Model (prior and likelihood):

def model(x, y):
    cov = k(x, x)
    f = pyro.sample("f", dist.multivariate_normal, zeros(x.size()), cov)
    return pyro.observe("y", dist.diagnormal, y, f, ones(f.size()))

Approximate posterior:

def guide(x, y):
    z = pyro.param("z", ...)  # inducing points
    m = pyro.param("m", ...)
    sigma = pyro.param("sigma", ...)
    kxz = k(x, z)
    kzx = k(z, x)
    kxx = k(x, x)
    kzz_inv = torch.inv(k(z, z))
    mean = torch.mm(torch.mm(kxz, kzz_inv), m)
    cov = kxx - torch.mm(torch.mm(kxz,
                                  kzz_inv - torch.mm(kzz_inv, torch.mm(sigma, kzz_inv))),
                         kzx)
    f = pyro.sample("f", dist.multivariate_normal, mean, cov)
    return f

Inference:

inference = KL_QP(model, guide, pyro.optim.adam)
for t in range(100):
    elbo = inference.step(data["x"], data["y"])

Also, GPyTorch seems nice, what about just wrapping that with a Distribution?

@dustinvtran Did you ever try to implement GPs as distributions in Edward?

It's relatively painless when using their marginal representation; see, e.g., http://edwardlib.org/tutorials/supervised-classification which is similar to @eb8680's snippet above.
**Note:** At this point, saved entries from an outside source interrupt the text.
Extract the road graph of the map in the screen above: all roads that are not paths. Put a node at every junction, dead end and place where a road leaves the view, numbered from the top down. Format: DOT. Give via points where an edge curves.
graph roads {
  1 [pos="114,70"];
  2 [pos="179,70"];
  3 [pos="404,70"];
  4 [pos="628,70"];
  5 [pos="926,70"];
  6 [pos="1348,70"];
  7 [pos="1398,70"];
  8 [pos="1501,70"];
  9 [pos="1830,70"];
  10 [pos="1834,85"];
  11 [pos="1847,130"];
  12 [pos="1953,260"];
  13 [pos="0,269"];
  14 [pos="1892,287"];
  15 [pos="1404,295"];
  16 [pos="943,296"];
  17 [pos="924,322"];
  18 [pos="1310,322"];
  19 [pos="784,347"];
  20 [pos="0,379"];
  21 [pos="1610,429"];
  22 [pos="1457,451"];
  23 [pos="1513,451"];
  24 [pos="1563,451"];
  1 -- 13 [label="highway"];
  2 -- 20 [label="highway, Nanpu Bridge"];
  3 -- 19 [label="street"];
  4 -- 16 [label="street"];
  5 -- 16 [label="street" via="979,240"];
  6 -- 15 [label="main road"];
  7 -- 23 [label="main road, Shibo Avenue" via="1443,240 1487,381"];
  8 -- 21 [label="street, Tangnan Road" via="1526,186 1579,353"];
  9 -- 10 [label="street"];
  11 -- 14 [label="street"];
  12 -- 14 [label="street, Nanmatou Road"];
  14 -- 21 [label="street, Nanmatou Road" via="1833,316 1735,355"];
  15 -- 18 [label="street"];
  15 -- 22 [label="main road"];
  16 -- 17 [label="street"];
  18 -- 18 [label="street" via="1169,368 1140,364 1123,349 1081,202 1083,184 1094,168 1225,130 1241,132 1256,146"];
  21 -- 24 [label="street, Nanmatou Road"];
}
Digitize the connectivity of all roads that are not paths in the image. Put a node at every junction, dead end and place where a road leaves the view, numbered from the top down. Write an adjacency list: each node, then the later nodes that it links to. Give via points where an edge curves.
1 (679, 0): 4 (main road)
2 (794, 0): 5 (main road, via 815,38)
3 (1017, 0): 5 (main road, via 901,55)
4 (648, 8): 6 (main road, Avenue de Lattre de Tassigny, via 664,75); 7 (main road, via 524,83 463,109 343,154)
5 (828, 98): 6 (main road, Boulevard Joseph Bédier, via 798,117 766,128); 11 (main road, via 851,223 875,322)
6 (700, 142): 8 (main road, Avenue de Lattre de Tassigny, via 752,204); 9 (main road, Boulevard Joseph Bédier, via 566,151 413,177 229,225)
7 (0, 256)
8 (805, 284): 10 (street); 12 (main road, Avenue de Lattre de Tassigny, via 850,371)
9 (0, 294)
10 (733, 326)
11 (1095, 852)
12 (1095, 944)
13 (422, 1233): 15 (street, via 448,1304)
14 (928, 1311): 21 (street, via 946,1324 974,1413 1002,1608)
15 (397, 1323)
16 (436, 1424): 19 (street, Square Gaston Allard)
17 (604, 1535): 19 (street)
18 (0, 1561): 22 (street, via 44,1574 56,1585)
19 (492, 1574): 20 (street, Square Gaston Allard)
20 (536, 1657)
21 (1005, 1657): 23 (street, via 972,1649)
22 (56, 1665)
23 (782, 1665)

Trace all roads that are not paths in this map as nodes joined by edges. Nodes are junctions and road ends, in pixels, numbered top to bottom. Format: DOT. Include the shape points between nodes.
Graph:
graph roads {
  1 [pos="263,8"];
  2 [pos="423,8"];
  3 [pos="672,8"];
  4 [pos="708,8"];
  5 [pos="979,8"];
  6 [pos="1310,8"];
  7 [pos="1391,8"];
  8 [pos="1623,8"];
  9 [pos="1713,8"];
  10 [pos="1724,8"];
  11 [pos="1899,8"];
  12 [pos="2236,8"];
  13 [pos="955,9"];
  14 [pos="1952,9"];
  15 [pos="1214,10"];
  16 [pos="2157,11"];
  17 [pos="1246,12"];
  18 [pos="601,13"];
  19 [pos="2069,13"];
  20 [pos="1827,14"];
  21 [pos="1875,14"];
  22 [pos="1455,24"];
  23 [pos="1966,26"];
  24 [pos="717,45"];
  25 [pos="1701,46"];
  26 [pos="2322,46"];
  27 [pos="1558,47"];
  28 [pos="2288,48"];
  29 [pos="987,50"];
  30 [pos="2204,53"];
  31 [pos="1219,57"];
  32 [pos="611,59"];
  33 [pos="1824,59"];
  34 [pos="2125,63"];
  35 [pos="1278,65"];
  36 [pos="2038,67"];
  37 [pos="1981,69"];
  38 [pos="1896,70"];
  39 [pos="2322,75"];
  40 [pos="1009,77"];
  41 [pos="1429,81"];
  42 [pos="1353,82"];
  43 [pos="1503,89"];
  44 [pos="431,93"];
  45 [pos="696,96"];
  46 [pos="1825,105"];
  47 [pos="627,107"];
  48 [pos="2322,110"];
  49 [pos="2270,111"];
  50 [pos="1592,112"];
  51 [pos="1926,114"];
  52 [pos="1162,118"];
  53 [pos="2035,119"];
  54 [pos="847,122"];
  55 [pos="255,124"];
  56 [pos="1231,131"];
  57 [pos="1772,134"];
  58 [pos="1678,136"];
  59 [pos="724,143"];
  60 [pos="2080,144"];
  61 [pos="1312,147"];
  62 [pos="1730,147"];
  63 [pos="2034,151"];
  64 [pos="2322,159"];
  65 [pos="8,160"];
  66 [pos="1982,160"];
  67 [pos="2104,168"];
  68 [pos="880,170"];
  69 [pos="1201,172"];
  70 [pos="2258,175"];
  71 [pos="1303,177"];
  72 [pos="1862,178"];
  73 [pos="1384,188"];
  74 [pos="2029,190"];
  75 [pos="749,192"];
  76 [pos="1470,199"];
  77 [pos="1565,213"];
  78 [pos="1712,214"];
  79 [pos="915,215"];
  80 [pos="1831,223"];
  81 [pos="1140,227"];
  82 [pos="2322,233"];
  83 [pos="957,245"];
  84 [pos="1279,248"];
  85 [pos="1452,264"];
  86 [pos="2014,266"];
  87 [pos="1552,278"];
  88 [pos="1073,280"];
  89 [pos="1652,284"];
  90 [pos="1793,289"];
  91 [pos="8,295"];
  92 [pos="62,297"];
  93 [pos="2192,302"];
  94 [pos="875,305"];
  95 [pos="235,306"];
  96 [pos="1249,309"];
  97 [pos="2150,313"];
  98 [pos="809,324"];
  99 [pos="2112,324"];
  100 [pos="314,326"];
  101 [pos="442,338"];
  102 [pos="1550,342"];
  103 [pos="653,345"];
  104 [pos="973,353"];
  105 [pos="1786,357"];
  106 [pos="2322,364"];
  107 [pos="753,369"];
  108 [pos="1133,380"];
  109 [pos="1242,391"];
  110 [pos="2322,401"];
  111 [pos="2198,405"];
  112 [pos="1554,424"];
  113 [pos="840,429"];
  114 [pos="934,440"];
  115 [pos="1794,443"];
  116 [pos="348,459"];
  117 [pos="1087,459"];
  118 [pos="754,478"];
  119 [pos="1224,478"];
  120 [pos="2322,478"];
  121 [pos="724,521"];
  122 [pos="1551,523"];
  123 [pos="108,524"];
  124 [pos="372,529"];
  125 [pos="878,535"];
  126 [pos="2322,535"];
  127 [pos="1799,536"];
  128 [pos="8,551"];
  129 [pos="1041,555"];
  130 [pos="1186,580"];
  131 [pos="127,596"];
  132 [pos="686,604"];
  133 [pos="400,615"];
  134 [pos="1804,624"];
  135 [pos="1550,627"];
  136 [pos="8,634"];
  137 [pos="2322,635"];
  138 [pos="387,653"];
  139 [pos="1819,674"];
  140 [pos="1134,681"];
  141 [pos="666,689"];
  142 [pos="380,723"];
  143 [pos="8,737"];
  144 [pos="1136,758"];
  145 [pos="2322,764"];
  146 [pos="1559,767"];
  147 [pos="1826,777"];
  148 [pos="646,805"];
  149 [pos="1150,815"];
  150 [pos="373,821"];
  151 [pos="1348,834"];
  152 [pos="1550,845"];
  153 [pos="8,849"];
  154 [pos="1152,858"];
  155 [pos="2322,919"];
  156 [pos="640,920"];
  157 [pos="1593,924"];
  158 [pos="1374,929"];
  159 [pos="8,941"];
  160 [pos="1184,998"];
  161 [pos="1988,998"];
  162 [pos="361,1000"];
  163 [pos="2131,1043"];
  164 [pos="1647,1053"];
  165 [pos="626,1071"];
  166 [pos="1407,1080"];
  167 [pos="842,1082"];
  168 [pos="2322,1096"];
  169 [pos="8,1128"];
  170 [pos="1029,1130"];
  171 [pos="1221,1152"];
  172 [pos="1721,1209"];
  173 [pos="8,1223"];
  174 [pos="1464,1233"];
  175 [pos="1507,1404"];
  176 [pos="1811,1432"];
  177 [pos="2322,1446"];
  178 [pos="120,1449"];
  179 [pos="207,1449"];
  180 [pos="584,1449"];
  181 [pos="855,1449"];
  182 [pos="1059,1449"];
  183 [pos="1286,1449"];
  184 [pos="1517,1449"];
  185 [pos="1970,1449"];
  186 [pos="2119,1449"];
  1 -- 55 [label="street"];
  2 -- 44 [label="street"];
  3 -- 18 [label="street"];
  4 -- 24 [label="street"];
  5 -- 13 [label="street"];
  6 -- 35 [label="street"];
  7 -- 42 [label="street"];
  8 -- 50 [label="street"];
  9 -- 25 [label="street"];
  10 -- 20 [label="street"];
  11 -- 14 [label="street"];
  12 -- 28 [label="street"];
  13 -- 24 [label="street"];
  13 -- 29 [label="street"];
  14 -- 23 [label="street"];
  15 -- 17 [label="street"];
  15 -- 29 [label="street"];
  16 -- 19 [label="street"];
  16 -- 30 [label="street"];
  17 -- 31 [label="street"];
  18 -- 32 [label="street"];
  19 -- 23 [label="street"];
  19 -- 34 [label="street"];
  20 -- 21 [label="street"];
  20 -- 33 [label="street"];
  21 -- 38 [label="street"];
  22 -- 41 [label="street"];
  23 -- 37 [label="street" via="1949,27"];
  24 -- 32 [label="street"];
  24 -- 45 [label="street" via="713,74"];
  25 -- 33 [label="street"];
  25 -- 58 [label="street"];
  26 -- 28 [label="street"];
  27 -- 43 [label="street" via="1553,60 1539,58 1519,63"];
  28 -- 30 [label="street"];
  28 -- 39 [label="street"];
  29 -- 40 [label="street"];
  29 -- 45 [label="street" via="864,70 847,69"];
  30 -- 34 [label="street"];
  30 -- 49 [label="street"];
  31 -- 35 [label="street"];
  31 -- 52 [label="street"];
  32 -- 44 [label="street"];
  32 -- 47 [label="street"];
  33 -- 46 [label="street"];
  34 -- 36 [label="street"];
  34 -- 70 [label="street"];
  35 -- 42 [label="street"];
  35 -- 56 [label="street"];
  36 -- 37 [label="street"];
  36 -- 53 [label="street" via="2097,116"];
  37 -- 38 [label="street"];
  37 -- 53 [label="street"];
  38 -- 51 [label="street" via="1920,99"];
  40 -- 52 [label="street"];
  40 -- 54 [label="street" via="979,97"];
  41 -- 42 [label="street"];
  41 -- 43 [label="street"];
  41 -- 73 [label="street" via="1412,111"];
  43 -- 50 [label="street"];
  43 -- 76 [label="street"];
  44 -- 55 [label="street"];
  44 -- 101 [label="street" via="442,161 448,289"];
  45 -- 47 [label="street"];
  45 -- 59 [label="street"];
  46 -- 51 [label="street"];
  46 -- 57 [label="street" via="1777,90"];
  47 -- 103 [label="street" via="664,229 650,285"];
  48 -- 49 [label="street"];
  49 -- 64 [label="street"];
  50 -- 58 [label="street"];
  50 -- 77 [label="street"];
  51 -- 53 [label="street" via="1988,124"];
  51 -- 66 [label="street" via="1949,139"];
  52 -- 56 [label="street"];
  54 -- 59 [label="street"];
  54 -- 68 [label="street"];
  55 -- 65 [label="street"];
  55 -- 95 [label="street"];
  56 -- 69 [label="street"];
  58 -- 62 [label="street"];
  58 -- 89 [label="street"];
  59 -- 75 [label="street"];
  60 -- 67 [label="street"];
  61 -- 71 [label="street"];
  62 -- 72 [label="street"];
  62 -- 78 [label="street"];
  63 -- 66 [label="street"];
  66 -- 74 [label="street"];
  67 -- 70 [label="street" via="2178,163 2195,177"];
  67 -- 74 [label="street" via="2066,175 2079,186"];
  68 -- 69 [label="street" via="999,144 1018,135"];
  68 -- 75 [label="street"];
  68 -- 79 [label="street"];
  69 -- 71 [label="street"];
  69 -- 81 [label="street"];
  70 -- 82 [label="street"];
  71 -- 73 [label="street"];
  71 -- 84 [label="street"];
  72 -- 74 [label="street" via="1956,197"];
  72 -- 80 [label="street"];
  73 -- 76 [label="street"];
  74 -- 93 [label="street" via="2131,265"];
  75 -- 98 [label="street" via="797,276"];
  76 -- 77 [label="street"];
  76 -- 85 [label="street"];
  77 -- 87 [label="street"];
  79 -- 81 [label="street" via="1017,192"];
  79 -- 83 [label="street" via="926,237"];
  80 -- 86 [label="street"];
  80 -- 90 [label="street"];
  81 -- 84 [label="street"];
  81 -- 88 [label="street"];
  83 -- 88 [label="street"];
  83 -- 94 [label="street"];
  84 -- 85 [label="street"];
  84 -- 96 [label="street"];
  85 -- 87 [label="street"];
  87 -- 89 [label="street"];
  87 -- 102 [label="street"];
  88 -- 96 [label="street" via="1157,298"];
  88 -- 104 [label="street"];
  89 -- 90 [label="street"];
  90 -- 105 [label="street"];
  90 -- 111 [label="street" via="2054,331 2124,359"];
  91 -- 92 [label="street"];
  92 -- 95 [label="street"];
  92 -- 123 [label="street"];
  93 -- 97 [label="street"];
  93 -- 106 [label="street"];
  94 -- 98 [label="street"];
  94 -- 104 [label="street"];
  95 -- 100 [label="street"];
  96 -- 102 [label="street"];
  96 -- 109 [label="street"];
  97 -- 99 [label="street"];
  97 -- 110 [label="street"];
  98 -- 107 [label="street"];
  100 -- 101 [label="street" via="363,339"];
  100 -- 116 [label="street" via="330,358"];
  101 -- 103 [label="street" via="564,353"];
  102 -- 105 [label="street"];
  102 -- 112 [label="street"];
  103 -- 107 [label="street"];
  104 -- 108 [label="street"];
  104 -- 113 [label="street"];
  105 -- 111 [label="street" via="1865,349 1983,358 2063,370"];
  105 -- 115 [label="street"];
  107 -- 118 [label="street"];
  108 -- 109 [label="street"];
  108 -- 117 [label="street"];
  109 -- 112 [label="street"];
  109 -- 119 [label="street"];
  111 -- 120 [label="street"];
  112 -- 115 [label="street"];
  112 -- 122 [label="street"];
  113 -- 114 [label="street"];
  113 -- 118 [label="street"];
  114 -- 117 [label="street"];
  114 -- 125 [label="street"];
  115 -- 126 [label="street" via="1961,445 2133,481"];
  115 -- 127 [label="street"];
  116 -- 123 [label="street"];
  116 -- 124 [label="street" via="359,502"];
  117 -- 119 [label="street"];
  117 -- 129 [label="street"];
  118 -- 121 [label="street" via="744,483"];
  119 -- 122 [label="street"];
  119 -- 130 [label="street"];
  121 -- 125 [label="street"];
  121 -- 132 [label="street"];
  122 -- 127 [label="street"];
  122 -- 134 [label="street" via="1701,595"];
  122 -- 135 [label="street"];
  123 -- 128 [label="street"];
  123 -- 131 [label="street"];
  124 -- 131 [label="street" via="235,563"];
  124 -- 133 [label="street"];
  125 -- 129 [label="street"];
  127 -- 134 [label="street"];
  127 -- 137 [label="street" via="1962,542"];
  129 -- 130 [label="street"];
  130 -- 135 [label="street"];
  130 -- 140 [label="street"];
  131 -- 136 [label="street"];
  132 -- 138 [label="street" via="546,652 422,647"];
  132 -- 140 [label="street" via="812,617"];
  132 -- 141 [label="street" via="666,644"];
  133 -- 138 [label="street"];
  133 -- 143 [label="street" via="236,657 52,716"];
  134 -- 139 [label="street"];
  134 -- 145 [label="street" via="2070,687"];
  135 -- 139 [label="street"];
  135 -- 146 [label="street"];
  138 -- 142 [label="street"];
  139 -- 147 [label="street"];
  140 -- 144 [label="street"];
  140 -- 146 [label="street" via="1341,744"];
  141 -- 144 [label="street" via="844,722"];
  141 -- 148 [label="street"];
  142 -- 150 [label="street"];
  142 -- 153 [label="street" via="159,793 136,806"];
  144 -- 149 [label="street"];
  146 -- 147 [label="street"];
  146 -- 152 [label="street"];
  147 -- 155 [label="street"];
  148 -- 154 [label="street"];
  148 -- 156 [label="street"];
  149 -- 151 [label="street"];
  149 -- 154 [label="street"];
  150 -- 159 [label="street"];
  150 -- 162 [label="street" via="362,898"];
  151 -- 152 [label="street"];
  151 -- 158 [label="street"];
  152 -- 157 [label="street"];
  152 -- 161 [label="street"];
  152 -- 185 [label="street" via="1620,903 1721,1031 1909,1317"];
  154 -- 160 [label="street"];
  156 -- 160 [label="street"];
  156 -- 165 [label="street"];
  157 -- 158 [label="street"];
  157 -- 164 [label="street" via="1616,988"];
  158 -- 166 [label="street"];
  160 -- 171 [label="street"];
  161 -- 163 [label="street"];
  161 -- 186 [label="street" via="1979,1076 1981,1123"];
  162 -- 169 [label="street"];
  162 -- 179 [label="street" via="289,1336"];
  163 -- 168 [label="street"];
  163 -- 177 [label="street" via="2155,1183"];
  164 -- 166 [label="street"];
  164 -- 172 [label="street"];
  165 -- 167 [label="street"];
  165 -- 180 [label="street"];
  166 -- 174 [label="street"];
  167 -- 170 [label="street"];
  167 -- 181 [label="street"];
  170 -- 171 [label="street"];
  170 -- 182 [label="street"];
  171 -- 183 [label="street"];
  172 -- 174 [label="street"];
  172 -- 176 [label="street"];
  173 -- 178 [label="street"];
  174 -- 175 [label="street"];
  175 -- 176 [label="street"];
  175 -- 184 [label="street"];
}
IIRC all GP software like GPy, GPflow, and GPstuff handle it this way.

Is something like gpmem more what you're looking for?

@eb8680 your snippet looks good, we can just add the potrf's where needed and it's pretty close to the pyronic way of implementing a variational GP

Is something like gpmem more what you're looking for?

Yes gpmem is what I was thinking, but @eb8680's approach looks simpler.

Fritz and I both agree now that GPs should be a model with a guide, much like Eli's snippet. The code I wrote can be useful for providing machinery to specify differnet k(x, xp)'s.

e.g.

def covARD(x, xp, hypers):

    kk = [hn for hn in hypers.keys() if "log_signal_var" in hn] # accomodate suffixes for e.g. covSum
    assert len(kk) == 1, "signal variance not specified"
    signal_var = torch.exp(hypers[kk[0]])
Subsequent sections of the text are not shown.